**Information supplied**

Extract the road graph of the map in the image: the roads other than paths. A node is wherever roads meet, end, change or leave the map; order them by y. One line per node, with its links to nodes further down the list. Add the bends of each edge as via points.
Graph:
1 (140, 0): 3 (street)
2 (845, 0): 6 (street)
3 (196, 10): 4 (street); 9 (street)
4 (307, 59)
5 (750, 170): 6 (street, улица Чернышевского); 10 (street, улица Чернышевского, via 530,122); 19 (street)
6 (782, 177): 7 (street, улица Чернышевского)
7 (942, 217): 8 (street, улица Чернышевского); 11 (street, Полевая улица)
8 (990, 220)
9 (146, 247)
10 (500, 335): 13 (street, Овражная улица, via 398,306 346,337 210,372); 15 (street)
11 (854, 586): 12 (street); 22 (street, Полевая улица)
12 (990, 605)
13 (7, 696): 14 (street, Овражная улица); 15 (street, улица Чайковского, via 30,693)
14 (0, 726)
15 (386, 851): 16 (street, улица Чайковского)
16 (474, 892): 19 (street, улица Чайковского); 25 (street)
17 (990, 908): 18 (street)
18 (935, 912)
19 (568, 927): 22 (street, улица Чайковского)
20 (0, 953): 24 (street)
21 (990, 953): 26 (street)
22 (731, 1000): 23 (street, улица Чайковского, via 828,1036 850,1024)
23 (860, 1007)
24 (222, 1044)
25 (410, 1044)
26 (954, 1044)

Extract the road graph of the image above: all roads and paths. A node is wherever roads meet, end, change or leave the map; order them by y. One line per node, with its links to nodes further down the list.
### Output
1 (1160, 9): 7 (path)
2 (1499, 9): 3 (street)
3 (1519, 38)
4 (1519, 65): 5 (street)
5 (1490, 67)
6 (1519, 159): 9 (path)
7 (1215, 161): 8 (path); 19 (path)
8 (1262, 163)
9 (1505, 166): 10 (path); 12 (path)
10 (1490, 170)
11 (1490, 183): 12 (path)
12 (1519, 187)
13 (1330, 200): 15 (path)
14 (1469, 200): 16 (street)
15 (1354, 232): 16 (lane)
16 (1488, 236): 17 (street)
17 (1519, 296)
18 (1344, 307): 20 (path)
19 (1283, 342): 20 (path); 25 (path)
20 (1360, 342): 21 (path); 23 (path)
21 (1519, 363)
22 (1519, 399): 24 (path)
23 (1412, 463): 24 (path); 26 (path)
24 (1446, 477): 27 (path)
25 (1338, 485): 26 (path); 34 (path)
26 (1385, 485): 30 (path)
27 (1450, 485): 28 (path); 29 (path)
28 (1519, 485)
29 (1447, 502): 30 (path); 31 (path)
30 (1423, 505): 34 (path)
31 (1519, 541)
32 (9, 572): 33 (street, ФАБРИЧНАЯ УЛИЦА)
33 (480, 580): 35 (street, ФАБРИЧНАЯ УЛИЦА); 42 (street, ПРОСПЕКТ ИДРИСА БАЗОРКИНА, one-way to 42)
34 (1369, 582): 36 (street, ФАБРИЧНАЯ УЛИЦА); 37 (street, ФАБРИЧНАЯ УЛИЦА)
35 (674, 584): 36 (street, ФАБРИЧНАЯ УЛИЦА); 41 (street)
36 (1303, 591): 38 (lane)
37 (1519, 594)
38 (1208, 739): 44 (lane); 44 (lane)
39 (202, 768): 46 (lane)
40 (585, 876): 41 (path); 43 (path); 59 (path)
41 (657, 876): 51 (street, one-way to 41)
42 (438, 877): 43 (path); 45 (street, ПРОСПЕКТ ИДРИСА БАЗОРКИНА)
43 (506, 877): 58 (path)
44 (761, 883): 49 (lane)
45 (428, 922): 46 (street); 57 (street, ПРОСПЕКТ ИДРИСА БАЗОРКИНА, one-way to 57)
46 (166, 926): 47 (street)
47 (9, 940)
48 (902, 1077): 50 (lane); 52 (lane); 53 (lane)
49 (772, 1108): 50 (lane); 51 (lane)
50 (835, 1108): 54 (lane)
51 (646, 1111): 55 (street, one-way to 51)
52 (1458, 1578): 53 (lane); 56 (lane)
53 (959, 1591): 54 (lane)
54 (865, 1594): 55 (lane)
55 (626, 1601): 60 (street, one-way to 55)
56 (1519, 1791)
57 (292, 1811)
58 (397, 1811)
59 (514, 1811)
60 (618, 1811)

**What you have to do**
The output should be a character-exact copy of all entries.

**Answer box**
Extract the road graph of the map in the image: the roads other than paths. A node is wherever roads meet, end, change or leave the map; order them by y. One line per node, with its links to nodes further down the list. Add the bends of each edge as via points.
Graph:
1 (140, 0): 3 (street)
2 (845, 0): 6 (street)
3 (196, 10): 4 (street); 9 (street)
4 (307, 59)
5 (750, 170): 6 (street, улица Чернышевского); 10 (street, улица Чернышевского, via 530,122); 19 (street)
6 (782, 177): 7 (street, улица Чернышевского)
7 (942, 217): 8 (street, улица Чернышевского); 11 (street, Полевая улица)
8 (990, 220)
9 (146, 247)
10 (500, 335): 13 (street, Овражная улица, via 398,306 346,337 210,372); 15 (street)
11 (854, 586): 12 (street); 22 (street, Полевая улица)
12 (990, 605)
13 (7, 696): 14 (street, Овражная улица); 15 (street, улица Чайковского, via 30,693)
14 (0, 726)
15 (386, 851): 16 (street, улица Чайковского)
16 (474, 892): 19 (street, улица Чайковского); 25 (street)
17 (990, 908): 18 (street)
18 (935, 912)
19 (568, 927): 22 (street, улица Чайковского)
20 (0, 953): 24 (street)
21 (990, 953): 26 (street)
22 (731, 1000): 23 (street, улица Чайковского, via 828,1036 850,1024)
23 (860, 1007)
24 (222, 1044)
25 (410, 1044)
26 (954, 1044)

Extract the road graph of the image above: all roads and paths. A node is wherever roads meet, end, change or leave the map; order them by y. One line per node, with its links to nodes further down the list.
### Output
1 (1160, 9): 7 (path)
2 (1499, 9): 3 (street)
3 (1519, 38)
4 (1519, 65): 5 (street)
5 (1490, 67)
6 (1519, 159): 9 (path)
7 (1215, 161): 8 (path); 19 (path)
8 (1262, 163)
9 (1505, 166): 10 (path); 12 (path)
10 (1490, 170)
11 (1490, 183): 12 (path)
12 (1519, 187)
13 (1330, 200): 15 (path)
14 (1469, 200): 16 (street)
15 (1354, 232): 16 (lane)
16 (1488, 236): 17 (street)
17 (1519, 296)
18 (1344, 307): 20 (path)
19 (1283, 342): 20 (path); 25 (path)
20 (1360, 342): 21 (path); 23 (path)
21 (1519, 363)
22 (1519, 399): 24 (path)
23 (1412, 463): 24 (path); 26 (path)
24 (1446, 477): 27 (path)
25 (1338, 485): 26 (path); 34 (path)
26 (1385, 485): 30 (path)
27 (1450, 485): 28 (path); 29 (path)
28 (1519, 485)
29 (1447, 502): 30 (path); 31 (path)
30 (1423, 505): 34 (path)
31 (1519, 541)
32 (9, 572): 33 (street, ФАБРИЧНАЯ УЛИЦА)
33 (480, 580): 35 (street, ФАБРИЧНАЯ УЛИЦА); 42 (street, ПРОСПЕКТ ИДРИСА БАЗОРКИНА, one-way to 42)
34 (1369, 582): 36 (street, ФАБРИЧНАЯ УЛИЦА); 37 (street, ФАБРИЧНАЯ УЛИЦА)
35 (674, 584): 36 (street, ФАБРИЧНАЯ УЛИЦА); 41 (street)
36 (1303, 591): 38 (lane)
37 (1519, 594)
38 (1208, 739): 44 (lane); 44 (lane)
39 (202, 768): 46 (lane)
40 (585, 876): 41 (path); 43 (path); 59 (path)
41 (657, 876): 51 (street, one-way to 41)
42 (438, 877): 43 (path); 45 (street, ПРОСПЕКТ ИДРИСА БАЗОРКИНА)
43 (506, 877): 58 (path)
44 (761, 883): 49 (lane)
45 (428, 922): 46 (street); 57 (street, ПРОСПЕКТ ИДРИСА БАЗОРКИНА, one-way to 57)
46 (166, 926): 47 (street)
47 (9, 940)
48 (902, 1077): 50 (lane); 52 (lane); 53 (lane)
49 (772, 1108): 50 (lane); 51 (lane)
50 (835, 1108): 54 (lane)
51 (646, 1111): 55 (street, one-way to 51)
52 (1458, 1578): 53 (lane); 56 (lane)
53 (959, 1591): 54 (lane)
54 (865, 1594): 55 (lane)
55 (626, 1601): 60 (street, one-way to 55)
56 (1519, 1791)
57 (292, 1811)
58 (397, 1811)
59 (514, 1811)
60 (618, 1811)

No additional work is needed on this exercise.